Jean-Marc Ayrault à l’Assemblée nationale, mercredi 15 février. | FRANCOIS GUILLOT / AFP

La France répliquera si un Etat interfère dans les élections françaises, a averti Jean-Marc Ayrault, interrogé mercredi 15 février à l’Assemblée nationale.

La France « n’acceptera aucune ingérence (…) dans [son] processus électoral », a assuré le ministre des affaires étrangères, « pas plus de la Russie d’ailleurs que tout autre Etat, il en va de notre démocratie, il en va de notre souveraineté, il en va de notre indépendance nationale ». Avant de poursuivre :

« [Il faut] faire clairement connaître les limites à ceux qui seraient tentés de porter atteinte à ce principe de la non-ingérence et le faire clairement et y compris en prenant des mesures de rétorsion lorsque cela est nécessaire, car aucun Etat étranger ne peut influencer le choix des Français, aucun Etat étranger ne peut choisir le futur président de la République. »

Une atmosphère pesante

La crainte de telles ingérences contre la campagne française est attisée par les récentes accusations de Washington visant la Russie.

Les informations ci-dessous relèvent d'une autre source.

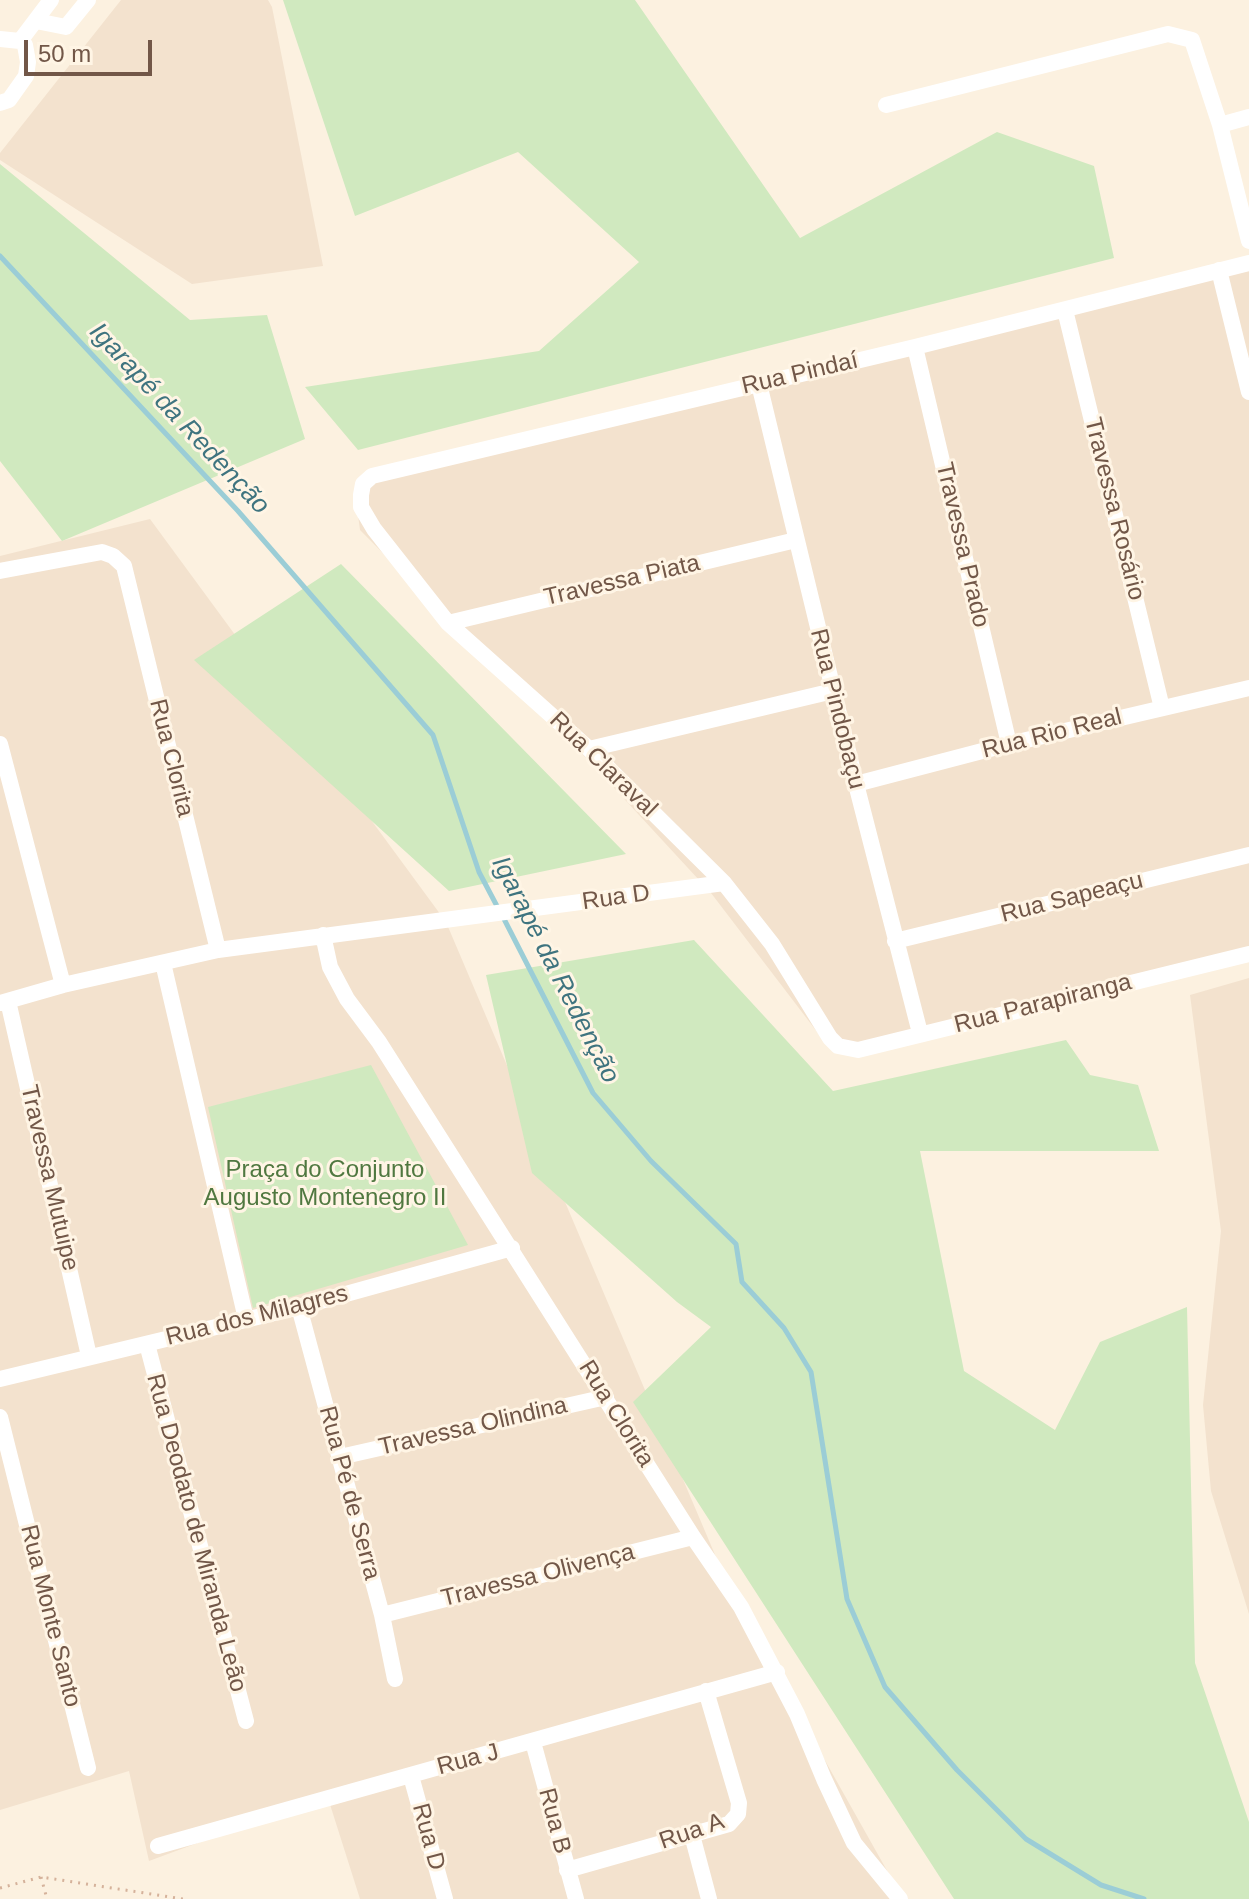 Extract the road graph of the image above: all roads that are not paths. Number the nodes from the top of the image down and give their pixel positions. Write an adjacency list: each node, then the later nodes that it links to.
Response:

Les Etats-Unis accusent en effet Moscou d’avoir favorisé la candidature de Donald Trump à coup de piratages informatiques, une accusation sans précédent que Moscou a toujours démentie. Les autorités allemandes ont, à l’approche de leurs propres élections à l’automne prochain, montré du doigt Moscou dans le cadre de plusieurs incidents informatiques, notamment le piratage du Bundestag.

Enfin, dans une tribune publiée lundi dans Le Monde, Richard Ferrand, le secrétaire général d’En marche !, affirmait que la Russie tentait de déstabiliser la campagne d’Emmanuel Macron, notamment par le biais de piratages informatiques. Des accusations jugées « absurdes » par la présidence russe.

Malgré ce climat délétère sur le front des cyberattaques, aucune preuve tangible ne permet d’affirmer à ce jour qu’une attaque informatique sérieuse visant à perturber le fonctionnement de l’élection a été menée en France.

De nouvelles mesures annoncées

L’Elysée a cependant indiqué qu’un point serait fait avec François Hollande sur les mesures de protection informatique du processus électoral lors du prochain conseil de défense, qui se déroulera le jeudi 23 février. Plusieurs mesures en la matière ont été prises ces derniers mois, sous l’égide de l’Anssi (Agence nationale de la sécurité des systèmes d’information). Celle-ci a travaillé avec le ministère de l’intérieur à sécuriser l’infrastructure permettant de faire remonter depuis les bureaux de vote les résultats de l’élection. Elle a également travaillé à sécuriser le vote à distance, disponible aux Français résidant hors de France lors des élections législatives. Les partis politiques ont été réunis à l’automne pour faire le point sur les menaces et les sensibiliser aux mesures de protection utiles. Enfin, l’Agence s’est rapprochée du Conseil constitutionnel, un des juges de l’élection, pour lui faire remonter le fruit d’une veille technique menée sur Internet pour détecter d’éventuelles manipulations liées au scrutin.

M. Ayrault a quant lui annoncé que de nouvelles mesures destinées à protéger l’élection seraient abordées lors du conseil de défense du 23 février. La proximité des élections rend improbable un chambardement de l’architecture de la France en matière de cybersécurité. L’exécutif devra cependant résoudre une difficulté liée à l’émergence d’une menace protéiforme pour laquelle les institutions ne sont pas conçues : l’Anssi, dépendant directement de Matignon, est habilitée par la loi à inspecter les systèmes informatiques de l’Etat, mais n’a ni vocation à se pencher sur les partis politiques en pleine période électorale, ni de rôle, défini par la loi, de contrôle de l’élection.